Let $P =\{(a, b) / a, b \in \{1, 2, ..., n\}, n \in N\}$ be a set of point of the Cartesian plane and draw horizontal, vertical, or diagonal segments, of length $1$ or $\sqrt 2$, so that both ends of the segment are in $P$ and do not intersect each other. Furthermore, for each point $(a, b)$ it is true that i) if $a + b$ is a multiple of $3$, then it is an endpoint of exactly $3$ segments. ii) if $a + b$ is an even not multiple of $3$, then it is an endpoint of exactly $2$ segments. iii) if $a + b$ is an odd not multiple of $3$, then it is endpoint of exactly $1$ segment. a) Check that with $n = 6$ it is possible to satisfy all the conditions. b) Show that with $n = 2015$ it is not possible to satisfy all the conditions.

Find all the values of $n \in N$ such that $n^2 = 2^n$.

Find all the pairs $a,b \in N$ such that $ab-1 |a^2 + 1$.

Show that there are no triples $(a, b, c)$ of positive integers such that a) $a + c, b + c, a + b$ do not have common multiples in pairs. b)$\frac{c^2}{a + b},\frac{b^2}{a + c},\frac{a^2}{c + b}$ are integer numbers.

Let $ABCD$ be a quadrilateral whose diagonals are perpendicular, and let $S$ be the intersection of those diagonals. Let $K, L, M$ and $N$ be the reflections of $S$ on the sides $AB$, $BC$, $CD$ and $DA$ respectively. $BN$ cuts the circumcircle of $\vartriangle SKN$ at $E$ and $BM$ cuts the circumcircle of $\vartriangle SLM$ at $F$. Prove that the quadrilateral $EFLK$ is cyclic.

A positive natural number $n$ is said to be comico if its prime factorization is $n = p_1p_2...p_k$, with $k\ge 3$, and also the primes $p_1,..., p_k$ they fulfill that $p_1 + p_2 = c^2_1$ $p_1 + p_2 + p_3 = c^2_2$ $...$ $p_1 + p_2 + ...+ p_n = c^2_{n-1}$ where $c_1, c_2, ..., c_{n-1}$ are positive integers where $c_1$ is not divisible by $7$. Find all comico numbers less than $10,000$.

In a set $X$ of n people, some know each other and others do not, where the relationship to know is symmetric; that is, if $ A$ knows $ B$. then $ B$ knows $ A$. On the other hand, given any$ 4$ people: $A, B, C$ and $D$: if $A$ knows $B$, $B$ knows $C$ and $C$ knows $D$, then it happens at least one of the following three: $A$ knows $C, B$ knows $D$ or $A$ knows $D$. Prove that $X$ can be partition into two sets $Y$ and $Z$ so that all elements of $Y$ know all those of $Z$ or no element in $Y$ knows any in $Z$.

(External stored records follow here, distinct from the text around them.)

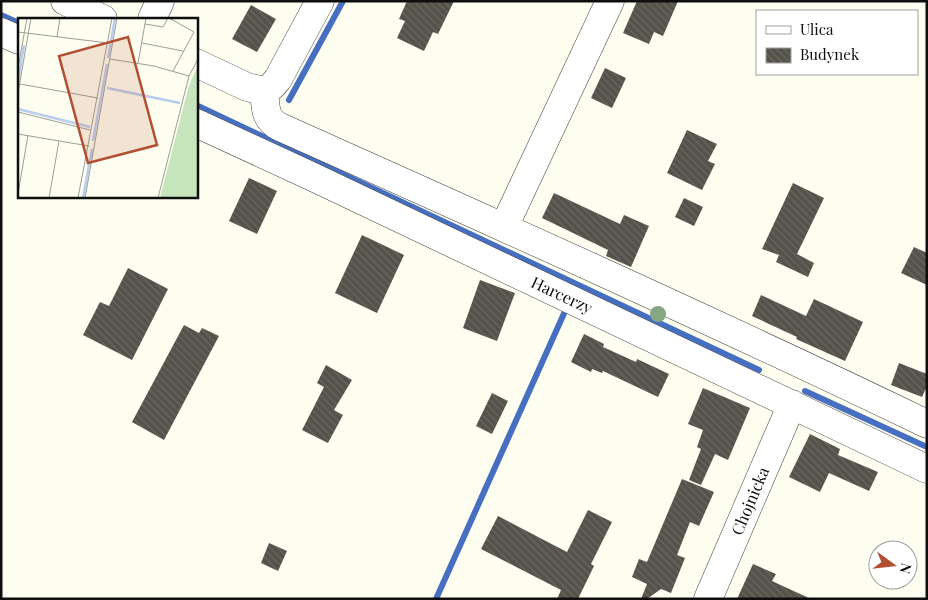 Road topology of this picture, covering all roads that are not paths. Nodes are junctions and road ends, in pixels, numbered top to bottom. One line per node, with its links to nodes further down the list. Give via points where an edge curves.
1 (65, 1): 5 (street)
2 (160, 1): 6 (street)
3 (320, 1): 10 (street, via 278,79)
4 (610, 1): 12 (street)
5 (101, 18)
6 (152, 18)
7 (1, 32): 8 (street)
8 (18, 40)
9 (198, 64): 10 (street)
10 (264, 92): 12 (street, via 266,112 274,124)
11 (198, 124): 14 (street, Harcerzy)
12 (504, 227): 13 (street)
13 (798, 362): 14 (street, Chojnicka); 15 (street)
14 (787, 401): 16 (street, Harcerzy); 17 (street, Chojnicka)
15 (927, 424)
16 (927, 468)
17 (708, 599) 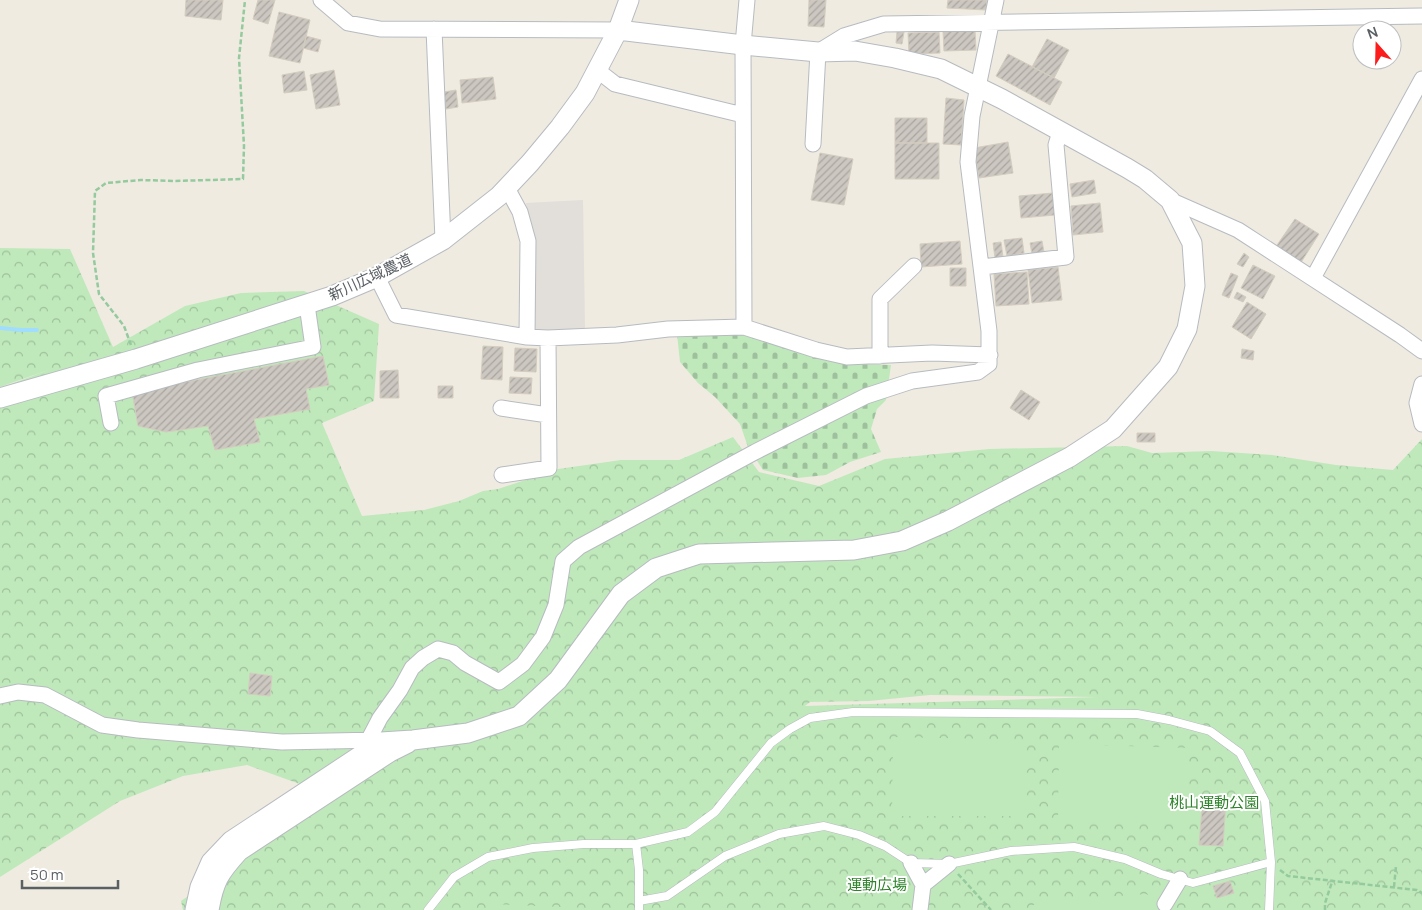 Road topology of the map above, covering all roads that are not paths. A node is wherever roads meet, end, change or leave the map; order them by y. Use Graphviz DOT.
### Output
graph roads {
  1 [pos="321,0"];
  2 [pos="629,0"];
  3 [pos="747,0"];
  4 [pos="996,0"];
  5 [pos="1422,16"];
  6 [pos="991,23"];
  7 [pos="434,29"];
  8 [pos="618,30"];
  9 [pos="743,45"];
  10 [pos="818,52"];
  11 [pos="597,70"];
  12 [pos="1422,80"];
  13 [pos="978,86"];
  14 [pos="743,115"];
  15 [pos="1060,132"];
  16 [pos="814,144"];
  17 [pos="507,188"];
  18 [pos="1170,200"];
  19 [pos="443,240"];
  20 [pos="914,266"];
  21 [pos="982,267"];
  22 [pos="378,277"];
  23 [pos="1313,278"];
  24 [pos="307,304"];
  25 [pos="744,327"];
  26 [pos="527,337"];
  27 [pos="548,338"];
  28 [pos="1422,351"];
  29 [pos="990,355"];
  30 [pos="880,356"];
  31 [pos="1422,384"];
  32 [pos="0,398"];
  33 [pos="500,408"];
  34 [pos="548,415"];
  35 [pos="111,423"];
  36 [pos="1422,424"];
  37 [pos="502,474"];
  38 [pos="0,696"];
  39 [pos="369,739"];
  40 [pos="413,740"];
  41 [pos="636,844"];
  42 [pos="1271,862"];
  43 [pos="911,863"];
  44 [pos="949,864"];
  45 [pos="1180,879"];
  46 [pos="923,885"];
  47 [pos="639,901"];
  48 [pos="1166,904"];
  49 [pos="195,910"];
  50 [pos="209,910"];
  51 [pos="428,910"];
  52 [pos="639,910"];
  53 [pos="920,910"];
  54 [pos="1268,910"];
  1 -- 7 [label="street"];
  2 -- 8 [label="street, 新川広域農道"];
  3 -- 9 [label="street"];
  4 -- 6 [label="street"];
  5 -- 6 [label="street"];
  6 -- 10 [label="street"];
  6 -- 13 [label="street"];
  7 -- 8 [label="street"];
  7 -- 19 [label="street"];
  8 -- 9 [label="street"];
  8 -- 11 [label="street, 新川広域農道"];
  9 -- 10 [label="street"];
  9 -- 14 [label="street"];
  10 -- 13 [label="street"];
  10 -- 16 [label="street"];
  11 -- 14 [label="street"];
  11 -- 17 [label="street, 新川広域農道"];
  12 -- 23 [label="street"];
  13 -- 15 [label="street"];
  13 -- 21 [label="street"];
  14 -- 25 [label="street"];
  15 -- 18 [label="street"];
  15 -- 21 [label="street"];
  17 -- 19 [label="street, 新川広域農道"];
  17 -- 26 [label="street"];
  18 -- 23 [label="street"];
  18 -- 40 [label="street"];
  19 -- 22 [label="street, 新川広域農道"];
  20 -- 30 [label="street"];
  21 -- 29 [label="street"];
  22 -- 24 [label="street, 新川広域農道"];
  22 -- 26 [label="street"];
  23 -- 28 [label="street"];
  24 -- 32 [label="street, 新川広域農道"];
  24 -- 35 [label="street"];
  25 -- 27 [label="street"];
  25 -- 30 [label="street"];
  26 -- 27 [label="street"];
  27 -- 34 [label="street"];
  29 -- 30 [label="street"];
  29 -- 39 [label="street"];
  31 -- 36 [label="street"];
  33 -- 34 [label="street"];
  34 -- 37 [label="street"];
  38 -- 39 [label="street"];
  39 -- 40 [label="street"];
  40 -- 49 [label="street"];
  40 -- 50 [label="street"];
  41 -- 42 [label="lane"];
  41 -- 47 [label="lane"];
  41 -- 51 [label="lane"];
  42 -- 45 [label="lane"];
  42 -- 54 [label="lane"];
  43 -- 44 [label="lane"];
  43 -- 46 [label="street"];
  43 -- 47 [label="lane"];
  44 -- 45 [label="lane"];
  44 -- 46 [label="street"];
  45 -- 48 [label="street"];
  46 -- 53 [label="street"];
  47 -- 52 [label="lane"];
} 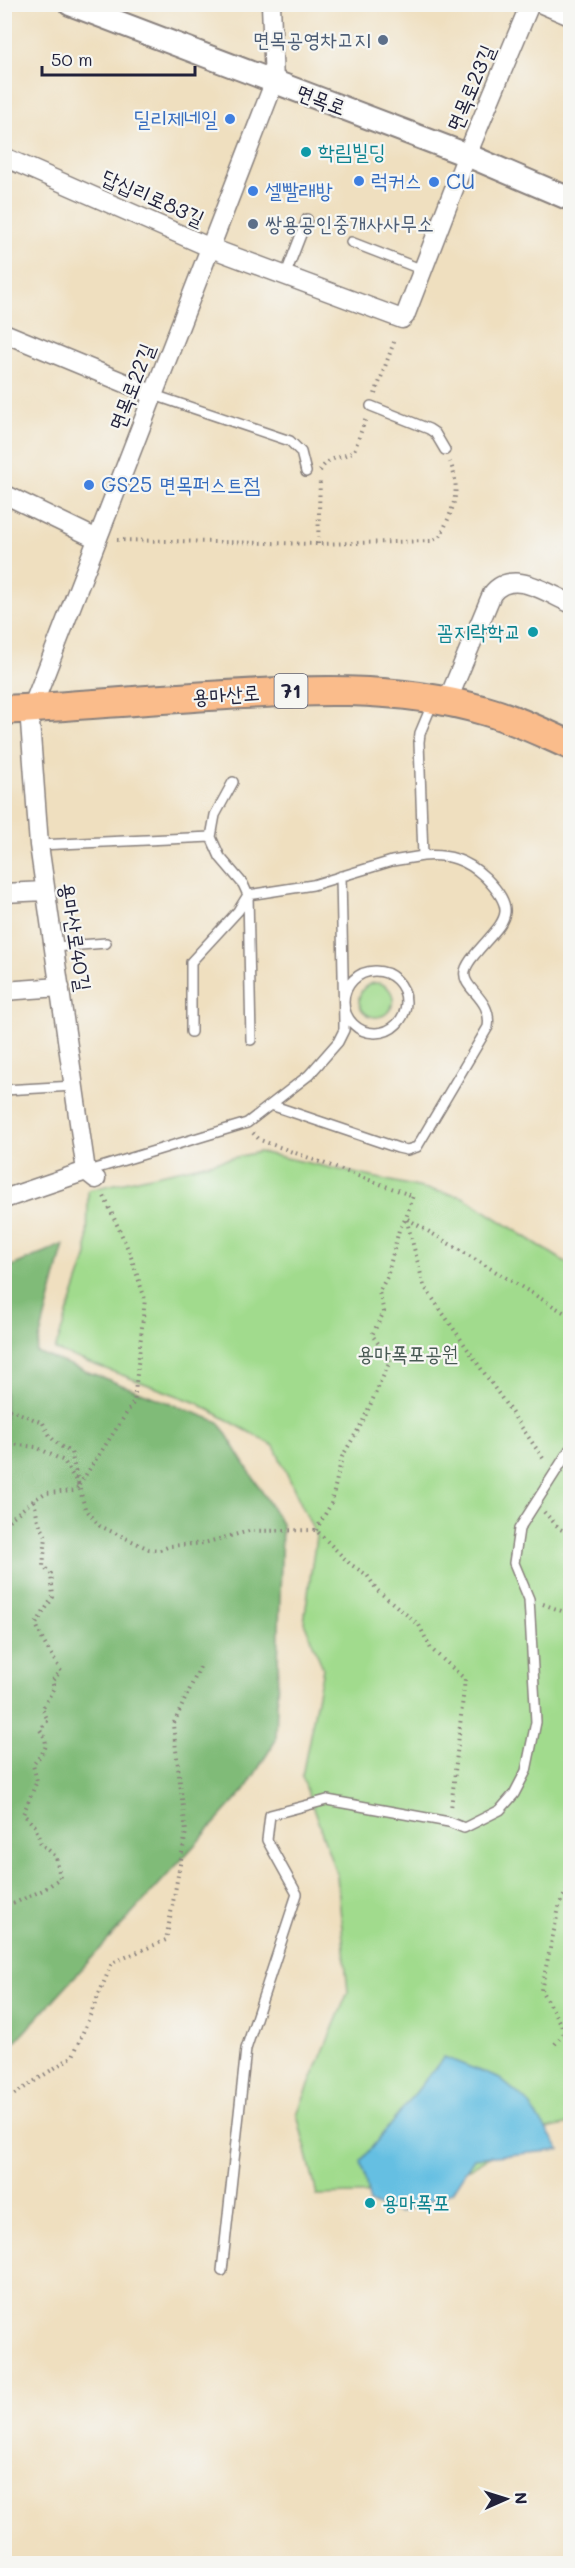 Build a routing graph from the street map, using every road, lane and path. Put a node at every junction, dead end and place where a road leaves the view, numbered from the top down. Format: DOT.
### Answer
graph roads {
  1 [pos="70,4"];
  2 [pos="272,4"];
  3 [pos="530,4"];
  4 [pos="542,4"];
  5 [pos="570,16"];
  6 [pos="274,83"];
  7 [pos="467,155"];
  8 [pos="4,157"];
  9 [pos="570,199"];
  10 [pos="307,219"];
  11 [pos="351,242"];
  12 [pos="211,248"];
  13 [pos="423,270"];
  14 [pos="285,276"];
  15 [pos="402,319"];
  16 [pos="4,333"];
  17 [pos="394,342"];
  18 [pos="154,395"];
  19 [pos="370,406"];
  20 [pos="444,450"];
  21 [pos="306,472"];
  22 [pos="4,494"];
  23 [pos="98,539"];
  24 [pos="318,544"];
  25 [pos="570,603"];
  26 [pos="441,701"];
  27 [pos="22,709"];
  28 [pos="570,745"];
  29 [pos="233,782"];
  30 [pos="211,837"];
  31 [pos="39,845"];
  32 [pos="423,856"];
  33 [pos="341,876"];
  34 [pos="45,891"];
  35 [pos="4,893"];
  36 [pos="248,895"];
  37 [pos="106,944"];
  38 [pos="55,947"];
  39 [pos="60,987"];
  40 [pos="4,991"];
  41 [pos="344,1002"];
  42 [pos="190,1032"];
  43 [pos="251,1040"];
  44 [pos="75,1086"];
  45 [pos="4,1090"];
  46 [pos="271,1105"];
  47 [pos="244,1124"];
  48 [pos="91,1175"];
  49 [pos="4,1199"];
  50 [pos="406,1218"];
  51 [pos="570,1316"];
  52 [pos="4,1410"];
  53 [pos="4,1443"];
  54 [pos="570,1449"];
  55 [pos="554,1475"];
  56 [pos="79,1486"];
  57 [pos="34,1500"];
  58 [pos="536,1502"];
  59 [pos="4,1524"];
  60 [pos="316,1530"];
  61 [pos="570,1534"];
  62 [pos="529,1599"];
  63 [pos="570,1614"];
  64 [pos="200,1667"];
  65 [pos="449,1822"];
  66 [pos="570,1885"];
  67 [pos="4,1908"];
  68 [pos="570,2026"];
  69 [pos="568,2032"];
  70 [pos="555,2044"];
  71 [pos="4,2101"];
  72 [pos="222,2271"];
  1 -- 6 [label="street, 면목로"];
  2 -- 6 [label="street"];
  3 -- 7 [label="street, 면목로23길"];
  4 -- 5 [label="street"];
  6 -- 7 [label="street, 면목로"];
  6 -- 12 [label="street, 면목로22길"];
  7 -- 9 [label="street, 면목로"];
  7 -- 13 [label="street, 면목로23길"];
  8 -- 12 [label="street, 답십리로83길"];
  10 -- 14 [label="lane"];
  11 -- 13 [label="lane"];
  12 -- 14 [label="street, 답십리로83길"];
  12 -- 18 [label="street, 면목로22길"];
  13 -- 15 [label="street, 면목로23길"];
  14 -- 15 [label="street, 답십리로83길"];
  16 -- 18 [label="street"];
  17 -- 19 [label="path"];
  18 -- 21 [label="lane"];
  18 -- 23 [label="street, 면목로22길"];
  19 -- 20 [label="lane"];
  19 -- 24 [label="path"];
  20 -- 24 [label="path"];
  22 -- 23 [label="street"];
  23 -- 24 [label="path"];
  23 -- 27 [label="street, 면목로22길"];
  25 -- 26 [label="street"];
  26 -- 27 [label="main road, 용마산로 / 71"];
  26 -- 28 [label="main road, 용마산로 / 71"];
  26 -- 32 [label="lane"];
  27 -- 31 [label="street, 용마산로40길"];
  29 -- 30 [label="lane"];
  30 -- 31 [label="lane"];
  30 -- 36 [label="lane"];
  31 -- 34 [label="street, 용마산로40길"];
  32 -- 33 [label="lane"];
  32 -- 46 [label="lane"];
  33 -- 36 [label="lane"];
  33 -- 41 [label="lane"];
  34 -- 35 [label="street"];
  34 -- 38 [label="street, 용마산로40길"];
  36 -- 42 [label="lane"];
  36 -- 43 [label="lane"];
  37 -- 38 [label="lane"];
  38 -- 39 [label="street, 용마산로40길"];
  39 -- 40 [label="street"];
  39 -- 44 [label="street, 용마산로40길"];
  41 -- 41 [label="lane"];
  41 -- 46 [label="lane"];
  44 -- 45 [label="lane"];
  44 -- 48 [label="street, 용마산로40길"];
  46 -- 47 [label="lane"];
  47 -- 48 [label="lane"];
  47 -- 50 [label="path"];
  48 -- 49 [label="street"];
  48 -- 56 [label="path"];
  50 -- 51 [label="path"];
  50 -- 55 [label="path"];
  50 -- 60 [label="path"];
  52 -- 56 [label="path"];
  53 -- 56 [label="path"];
  54 -- 55 [label="lane"];
  55 -- 58 [label="lane"];
  56 -- 57 [label="path"];
  56 -- 60 [label="path"];
  57 -- 59 [label="path"];
  57 -- 67 [label="path"];
  58 -- 61 [label="path"];
  58 -- 62 [label="lane"];
  60 -- 65 [label="path"];
  62 -- 63 [label="path"];
  62 -- 65 [label="lane"];
  64 -- 71 [label="path"];
  65 -- 72 [label="lane"];
  66 -- 69 [label="path"];
  68 -- 69 [label="path"];
  69 -- 70 [label="path"];
}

Find all triples of integers $(x, y, z)$ not zero and relative primes in pairs such that $\frac{(y+z-x)^2}{4x}$, $\frac{(z+x-y)^2}{4y}$ and $\frac{(x+y-z)^2}{4z}$ are all integers.

Let $f: N^+ \to N^+$ be a function that satisfies that $$kf(n) \le f (kn) \le kf(n)+ k- 1, \,\, \forall k,n \in N^+$$Prove that $$f(a) + f(b) \le f (a + b) \le f(a) + f(b) + 1, \,\, \forall a, b \in N^+$$

Let $\vartriangle ABC$ be a triangle with circumcenter $O$. Let $ P$ and $Q$ be internal points on the sides $AB$ and $AC$ respectively such that $\angle POB = \angle ABC$ and $\angle QOC = \angle ACB$. Show that the reflection of line $BC$ over line $PQ$ is tangent to the circumcircle of triangle $\vartriangle APQ$.